If all you want from your lawyer is technical excellence then you are spoilt for choice. However, clients want and expect more than that. Today, a ‘good’ lawyer is defined by their broader business knowledge and empathy for their client.

27 April 2021

If all you want from your lawyer is technical excellence then you are spoilt for choice. However, clients want and expect more than that. Today, a ‘good’ lawyer is defined by their broader business knowledge and empathy for their client, resulting in pragmatic advice and counsel grounded in commercial reality. And more. As the growing movement around the O shaped lawyer testifies, businesses want an attitudinal shift in how we as advisers approach our relationships. As the programme says it is the person they want to see first and the lawyer second.

That is why in Browne Jacobson one of the leading pillars of our new National Powerhouse strategy is to demonstrate our personality to the world and to build into all that we do our espoused values of inclusion, ambition, collaboration, pragmatism, fairness and a down to earth approach to all our relationships.

But nice words alone won’t cut it and will sound increasingly hollow if we don’t back it up with unambiguous commitments, so that others can measure the depth of our ambition and resolve.

So the values we are known for, and now articulated in our strategy, are beginning to find their traction in our diversity and inclusion programmes, our environmental agenda, our community action initiatives, the build of a stronger employee wellbeing and engagement proposition and the development of an ethical decision making framework that will guide us all in Browne Jacobson in how we go about our work.

Of equal importance, how we meet our values is increasingly embedded in our performance strategy.
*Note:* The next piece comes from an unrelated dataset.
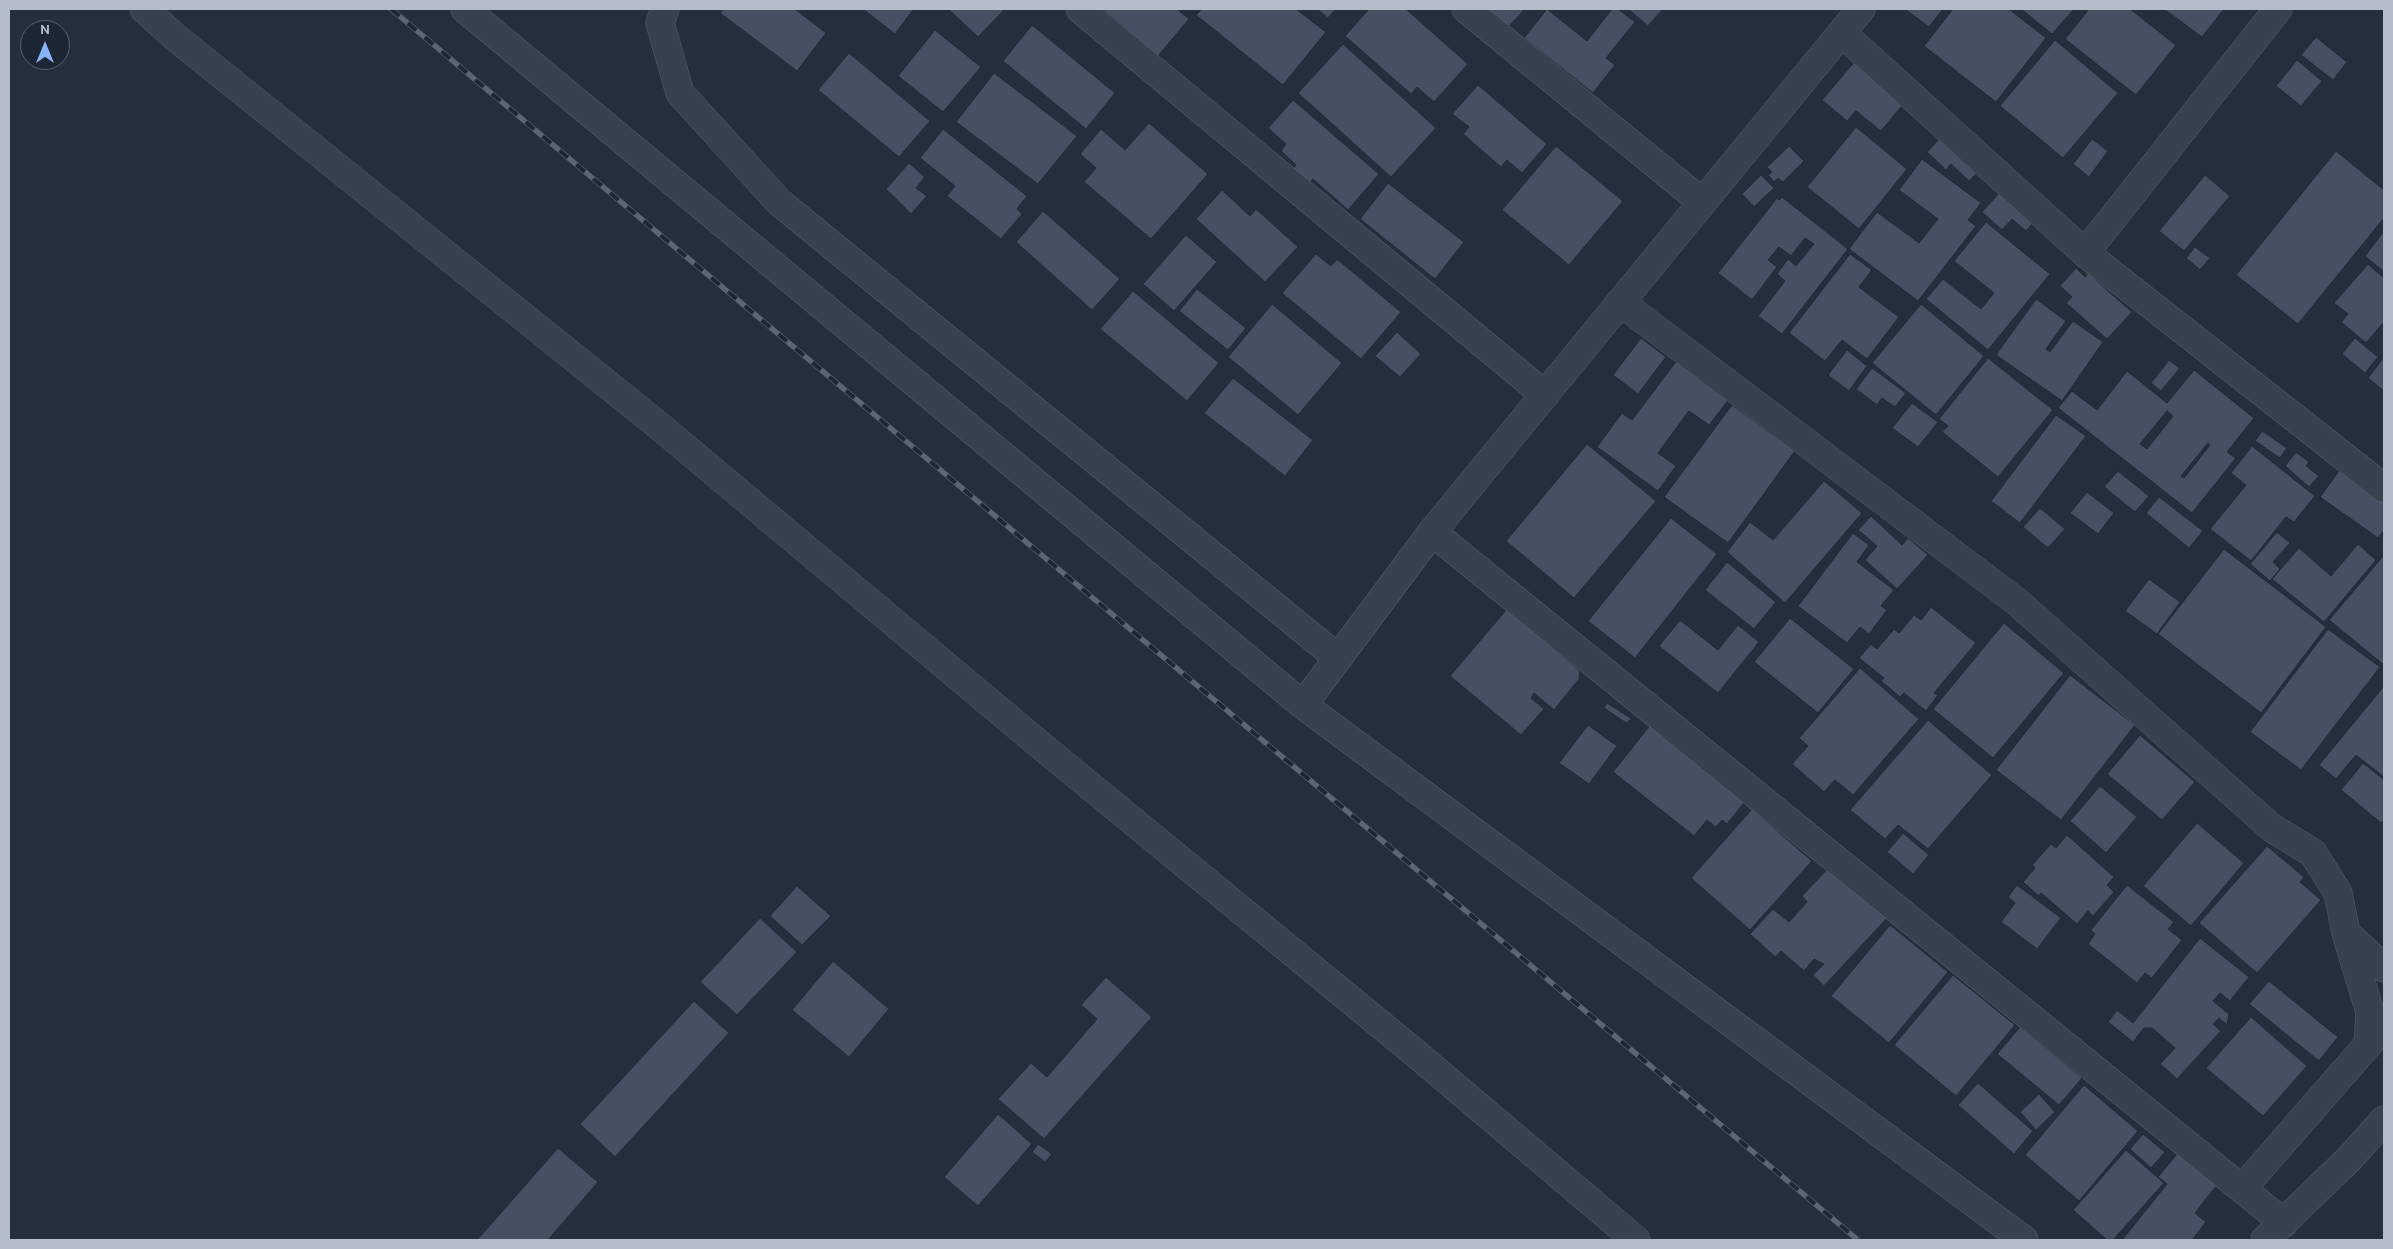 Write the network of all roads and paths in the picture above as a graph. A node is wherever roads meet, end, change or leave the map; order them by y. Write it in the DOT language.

We now measure partner and senior leader performance, in part, based on how well they have demonstrated our values in their own actions and words, with all promotion and reward decisions subject to close scrutiny ensuring balance and fairness across all our communities. In addition, a new onboarding process will provide a deeper dive into the culture of our business, accelerating new joiners’ successful orientation into the firm.

The values agenda is immense, multifaceted and intrinsically intertwined and the more we do, the more we realise how much there is still to do. That said we can look back on a number of achievements with pride: The achievement of 5th place in the Social Mobility Foundation Index in 2020, a jump of 77 places from our first submission the previous year; achieving net carbon neutrality across the firm at the end of 2020; through the adoption of anonymised applications and rejection of academic qualifications as a basis of selection in 2018, a significant change in the diversity of our trainee intake, with persons of colour making up 44% of our 2021 intake (up from 5% in 2018) and with greater representation of trainees from socially disadvantaged backgrounds; our partnership with the University of Nottingham socio-linguistics team on testing our recruitment collateral for non-inclusive language and expression (and in time to be extended to all our people policies) and, most recently, the use of contextualised recruitment methods to appreciate fully the whole applicant.

And beyond the stats there are the individual stories that bring our values to life and take the agenda from intellectual appreciation to emotional engagement; from head to heart. To illustrate, we have publicly supported one of our associate lawyers, a successful gamer, who has created an online movement to achieve greater opportunity for women in the industry and greater gender representation in the games themselves. This has attracted both national and international media attention and from Ubisoft, one of the largest gaming companies in the world.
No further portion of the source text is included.